Exercise brief: Copy every line of the data in which the word "main" occurs.

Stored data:
*-*-*

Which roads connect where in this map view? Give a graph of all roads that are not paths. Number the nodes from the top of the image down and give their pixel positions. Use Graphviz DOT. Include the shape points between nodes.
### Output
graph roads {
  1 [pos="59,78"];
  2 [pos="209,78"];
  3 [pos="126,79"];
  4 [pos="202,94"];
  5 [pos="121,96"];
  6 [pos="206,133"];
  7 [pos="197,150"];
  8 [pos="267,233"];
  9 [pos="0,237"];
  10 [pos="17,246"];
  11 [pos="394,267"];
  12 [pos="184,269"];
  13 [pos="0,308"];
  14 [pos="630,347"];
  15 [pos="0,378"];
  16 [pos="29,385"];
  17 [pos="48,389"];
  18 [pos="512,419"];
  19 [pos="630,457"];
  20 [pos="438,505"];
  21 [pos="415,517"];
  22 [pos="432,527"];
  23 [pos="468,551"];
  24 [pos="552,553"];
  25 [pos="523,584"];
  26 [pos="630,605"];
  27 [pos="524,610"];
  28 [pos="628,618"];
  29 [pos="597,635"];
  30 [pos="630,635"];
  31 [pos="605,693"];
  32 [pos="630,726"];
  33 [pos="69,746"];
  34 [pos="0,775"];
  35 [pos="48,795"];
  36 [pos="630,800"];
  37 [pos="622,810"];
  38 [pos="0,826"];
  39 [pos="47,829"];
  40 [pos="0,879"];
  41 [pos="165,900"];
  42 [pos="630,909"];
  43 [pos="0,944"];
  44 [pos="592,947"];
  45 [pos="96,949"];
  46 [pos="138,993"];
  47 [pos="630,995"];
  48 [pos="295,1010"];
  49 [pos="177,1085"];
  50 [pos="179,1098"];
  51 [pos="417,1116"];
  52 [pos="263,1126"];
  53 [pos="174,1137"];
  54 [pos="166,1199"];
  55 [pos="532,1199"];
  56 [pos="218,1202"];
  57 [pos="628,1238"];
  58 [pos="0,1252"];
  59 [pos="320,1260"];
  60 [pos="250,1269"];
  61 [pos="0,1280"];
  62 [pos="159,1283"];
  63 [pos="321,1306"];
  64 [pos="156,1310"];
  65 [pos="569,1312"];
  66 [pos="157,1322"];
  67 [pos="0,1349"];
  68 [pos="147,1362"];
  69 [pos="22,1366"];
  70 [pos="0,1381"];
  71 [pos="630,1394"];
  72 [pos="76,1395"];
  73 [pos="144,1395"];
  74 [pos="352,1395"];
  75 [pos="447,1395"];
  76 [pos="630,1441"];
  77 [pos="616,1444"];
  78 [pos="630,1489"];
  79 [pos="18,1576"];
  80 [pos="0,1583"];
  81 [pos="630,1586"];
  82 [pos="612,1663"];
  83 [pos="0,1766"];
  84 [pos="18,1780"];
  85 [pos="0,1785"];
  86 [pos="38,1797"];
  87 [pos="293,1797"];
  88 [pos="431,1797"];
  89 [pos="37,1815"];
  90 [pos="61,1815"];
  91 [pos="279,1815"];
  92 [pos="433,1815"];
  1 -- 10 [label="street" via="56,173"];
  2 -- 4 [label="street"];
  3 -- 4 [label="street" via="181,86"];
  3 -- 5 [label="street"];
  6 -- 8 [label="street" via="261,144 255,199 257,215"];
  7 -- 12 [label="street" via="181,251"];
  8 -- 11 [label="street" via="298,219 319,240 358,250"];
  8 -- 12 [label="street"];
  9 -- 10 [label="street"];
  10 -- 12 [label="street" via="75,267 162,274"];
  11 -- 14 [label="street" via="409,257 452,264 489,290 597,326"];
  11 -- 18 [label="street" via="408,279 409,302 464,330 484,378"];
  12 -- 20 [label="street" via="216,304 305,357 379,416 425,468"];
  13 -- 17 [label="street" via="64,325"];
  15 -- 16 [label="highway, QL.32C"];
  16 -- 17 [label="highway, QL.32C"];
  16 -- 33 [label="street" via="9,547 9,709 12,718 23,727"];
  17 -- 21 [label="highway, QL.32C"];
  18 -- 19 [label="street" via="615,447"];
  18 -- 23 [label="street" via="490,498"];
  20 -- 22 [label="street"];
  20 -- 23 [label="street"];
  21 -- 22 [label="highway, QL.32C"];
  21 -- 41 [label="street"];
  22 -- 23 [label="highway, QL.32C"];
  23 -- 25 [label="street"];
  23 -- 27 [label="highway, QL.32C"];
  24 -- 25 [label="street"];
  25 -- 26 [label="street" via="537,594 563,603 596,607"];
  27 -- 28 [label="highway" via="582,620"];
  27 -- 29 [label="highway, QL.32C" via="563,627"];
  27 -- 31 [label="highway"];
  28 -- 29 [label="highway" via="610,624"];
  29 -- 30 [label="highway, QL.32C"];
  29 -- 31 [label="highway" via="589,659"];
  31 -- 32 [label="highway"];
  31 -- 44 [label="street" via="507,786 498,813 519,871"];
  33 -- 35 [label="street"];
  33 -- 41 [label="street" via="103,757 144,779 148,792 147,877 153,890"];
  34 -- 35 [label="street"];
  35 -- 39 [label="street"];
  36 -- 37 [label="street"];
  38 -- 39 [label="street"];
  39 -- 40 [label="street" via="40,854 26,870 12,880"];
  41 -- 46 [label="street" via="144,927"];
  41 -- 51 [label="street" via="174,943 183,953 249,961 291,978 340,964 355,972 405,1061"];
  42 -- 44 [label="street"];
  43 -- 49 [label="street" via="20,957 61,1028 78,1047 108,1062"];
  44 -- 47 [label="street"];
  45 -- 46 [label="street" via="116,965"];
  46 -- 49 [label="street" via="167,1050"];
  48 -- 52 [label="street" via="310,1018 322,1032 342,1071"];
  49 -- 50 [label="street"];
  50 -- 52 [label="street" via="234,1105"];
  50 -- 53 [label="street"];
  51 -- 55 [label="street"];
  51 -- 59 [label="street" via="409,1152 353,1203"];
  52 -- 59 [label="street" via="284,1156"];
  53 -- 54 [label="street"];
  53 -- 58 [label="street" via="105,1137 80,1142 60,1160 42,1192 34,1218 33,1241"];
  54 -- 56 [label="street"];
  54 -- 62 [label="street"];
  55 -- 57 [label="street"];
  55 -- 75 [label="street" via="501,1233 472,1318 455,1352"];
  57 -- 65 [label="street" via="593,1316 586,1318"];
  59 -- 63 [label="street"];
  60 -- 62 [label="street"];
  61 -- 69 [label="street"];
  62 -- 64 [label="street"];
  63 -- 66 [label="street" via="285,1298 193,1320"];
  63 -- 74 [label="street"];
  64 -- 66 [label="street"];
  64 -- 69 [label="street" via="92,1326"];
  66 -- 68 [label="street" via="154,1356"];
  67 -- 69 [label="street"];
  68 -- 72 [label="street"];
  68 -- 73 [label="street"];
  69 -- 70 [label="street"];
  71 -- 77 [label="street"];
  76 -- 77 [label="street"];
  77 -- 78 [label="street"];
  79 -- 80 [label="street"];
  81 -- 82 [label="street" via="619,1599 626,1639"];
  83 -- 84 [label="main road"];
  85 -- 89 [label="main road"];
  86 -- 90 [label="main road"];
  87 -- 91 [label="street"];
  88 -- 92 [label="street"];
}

*-*-*

Your response:
  83 -- 84 [label="main road"];
  85 -- 89 [label="main road"];
  86 -- 90 [label="main road"];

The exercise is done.